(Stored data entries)
_ _ _
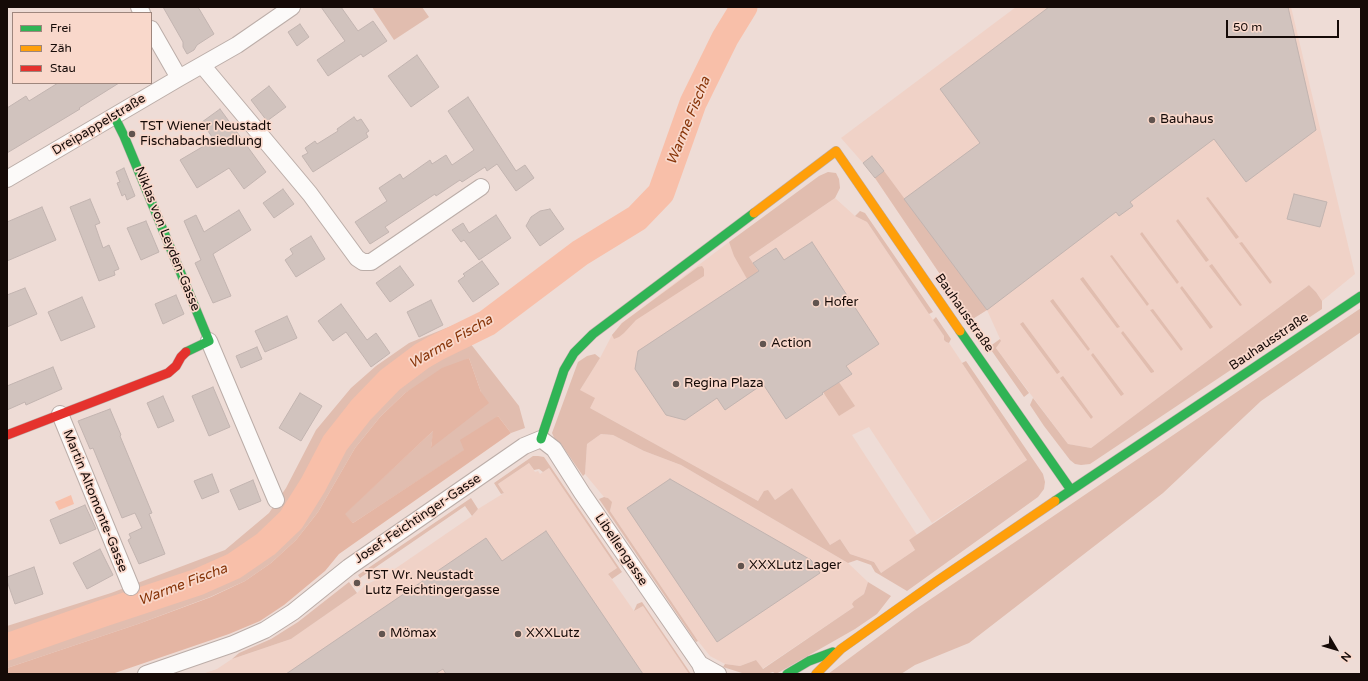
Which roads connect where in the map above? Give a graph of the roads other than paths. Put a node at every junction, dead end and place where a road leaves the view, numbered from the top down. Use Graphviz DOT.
graph roads {
  1 [pos="292,7"];
  2 [pos="152,31"];
  3 [pos="202,65"];
  4 [pos="179,78"];
  5 [pos="114,116"];
  6 [pos="7,179"];
  7 [pos="481,186"];
  8 [pos="1361,296"];
  9 [pos="209,341"];
  10 [pos="60,414"];
  11 [pos="7,435"];
  12 [pos="541,439"];
  13 [pos="1071,490"];
  14 [pos="276,500"];
  15 [pos="131,587"];
  16 [pos="841,649"];
  17 [pos="702,669"];
  18 [pos="146,674"];
  19 [pos="718,674"];
  20 [pos="787,674"];
  21 [pos="816,674"];
  1 -- 3 [label="street, Dreipappelstraße"];
  2 -- 4 [label="street"];
  3 -- 4 [label="street, Dreipappelstraße"];
  3 -- 7 [label="street"];
  4 -- 5 [label="street, Dreipappelstraße"];
  5 -- 6 [label="street, Dreipappelstraße"];
  5 -- 9 [label="street, Niklas von Leyden-Gasse"];
  8 -- 13 [label="street, Bauhausstraße"];
  9 -- 10 [label="street"];
  9 -- 14 [label="street, Niklas von Leyden-Gasse"];
  10 -- 11 [label="street"];
  10 -- 15 [label="street, Martin Altomonte-Gasse"];
  12 -- 13 [label="street, Bauhausstraße"];
  12 -- 17 [label="street, Libellengasse"];
  12 -- 18 [label="street, Josef-Feichtinger-Gasse"];
  13 -- 16 [label="street, Bauhausstraße"];
  16 -- 20 [label="street, Bauhausstraße"];
  16 -- 21 [label="street, Bauhausstraße"];
  17 -- 19 [label="street, Libellengasse"];
}
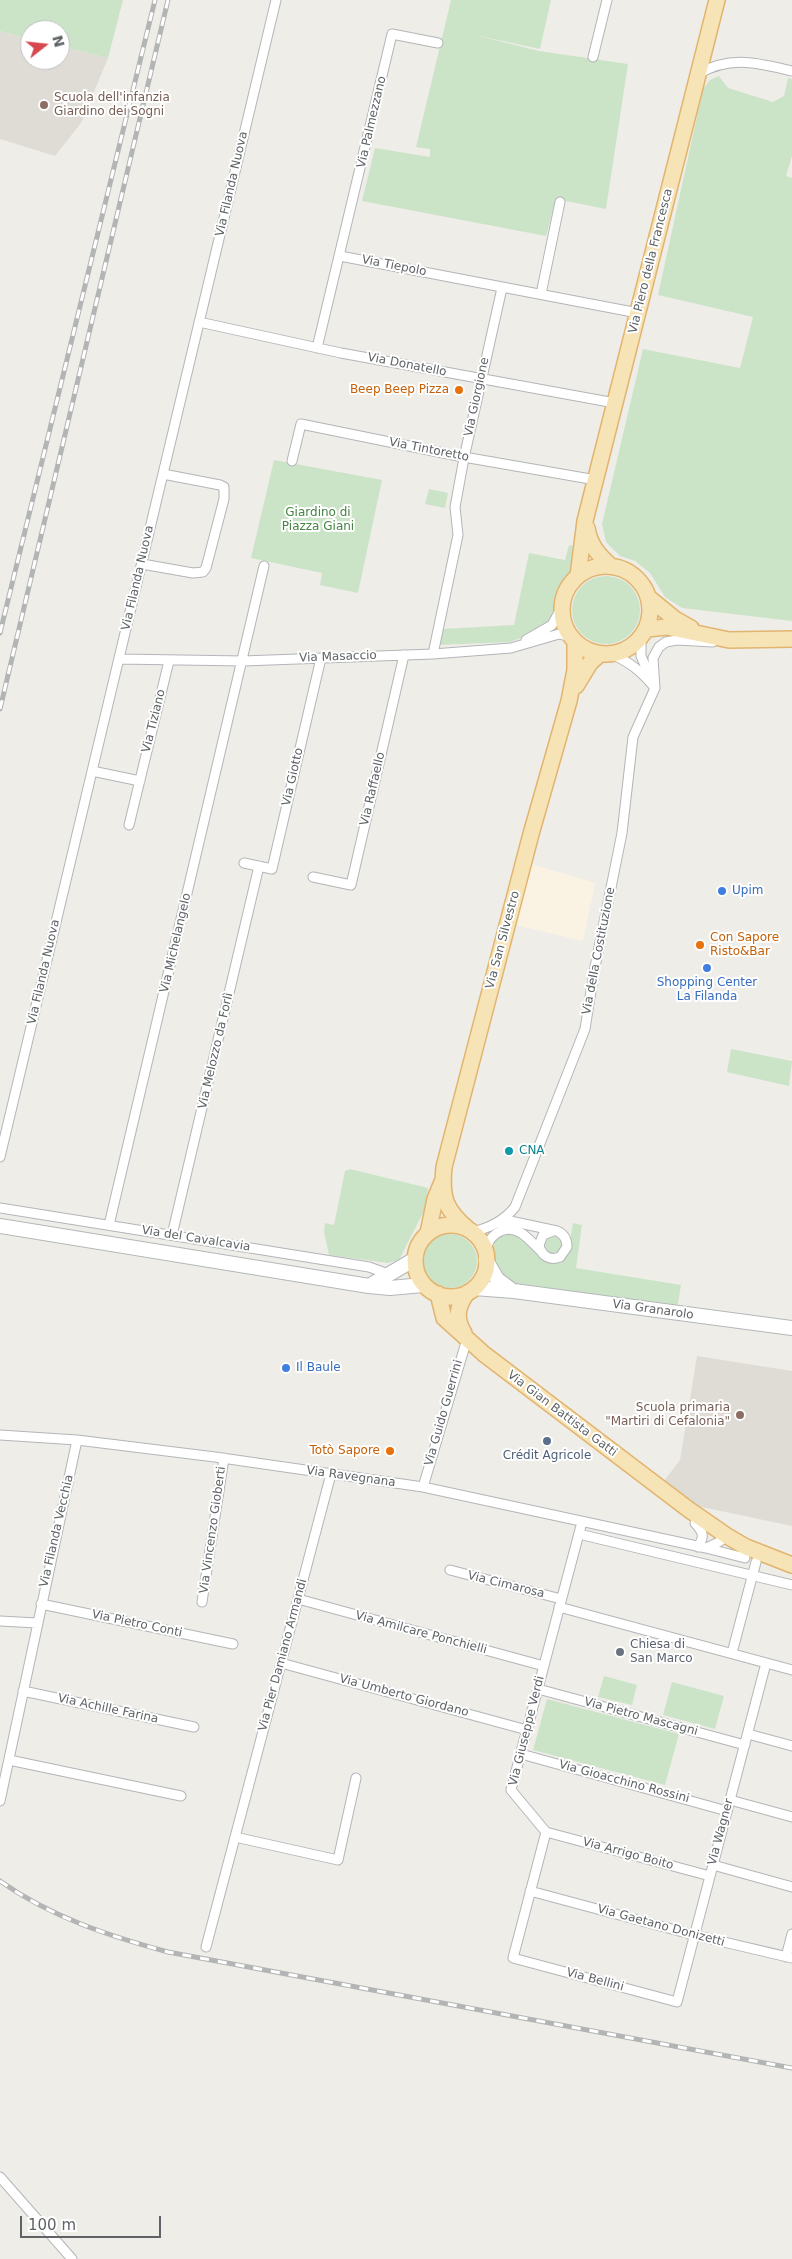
_ _ _
» **Required action**:
Print every record above exactly, with no pictures.

» **Answer to this task**:
Which roads connect where in the map above? Give a graph of the roads other than paths. Put a node at every junction, dead end and place where a road leaves the view, numbered from the top down. Use Graphviz DOT.
graph roads {
  1 [pos="292,7"];
  2 [pos="152,31"];
  3 [pos="202,65"];
  4 [pos="179,78"];
  5 [pos="114,116"];
  6 [pos="7,179"];
  7 [pos="481,186"];
  8 [pos="1361,296"];
  9 [pos="209,341"];
  10 [pos="60,414"];
  11 [pos="7,435"];
  12 [pos="541,439"];
  13 [pos="1071,490"];
  14 [pos="276,500"];
  15 [pos="131,587"];
  16 [pos="841,649"];
  17 [pos="702,669"];
  18 [pos="146,674"];
  19 [pos="718,674"];
  20 [pos="787,674"];
  21 [pos="816,674"];
  1 -- 3 [label="street, Dreipappelstraße"];
  2 -- 4 [label="street"];
  3 -- 4 [label="street, Dreipappelstraße"];
  3 -- 7 [label="street"];
  4 -- 5 [label="street, Dreipappelstraße"];
  5 -- 6 [label="street, Dreipappelstraße"];
  5 -- 9 [label="street, Niklas von Leyden-Gasse"];
  8 -- 13 [label="street, Bauhausstraße"];
  9 -- 10 [label="street"];
  9 -- 14 [label="street, Niklas von Leyden-Gasse"];
  10 -- 11 [label="street"];
  10 -- 15 [label="street, Martin Altomonte-Gasse"];
  12 -- 13 [label="street, Bauhausstraße"];
  12 -- 17 [label="street, Libellengasse"];
  12 -- 18 [label="street, Josef-Feichtinger-Gasse"];
  13 -- 16 [label="street, Bauhausstraße"];
  16 -- 20 [label="street, Bauhausstraße"];
  16 -- 21 [label="street, Bauhausstraße"];
  17 -- 19 [label="street, Libellengasse"];
}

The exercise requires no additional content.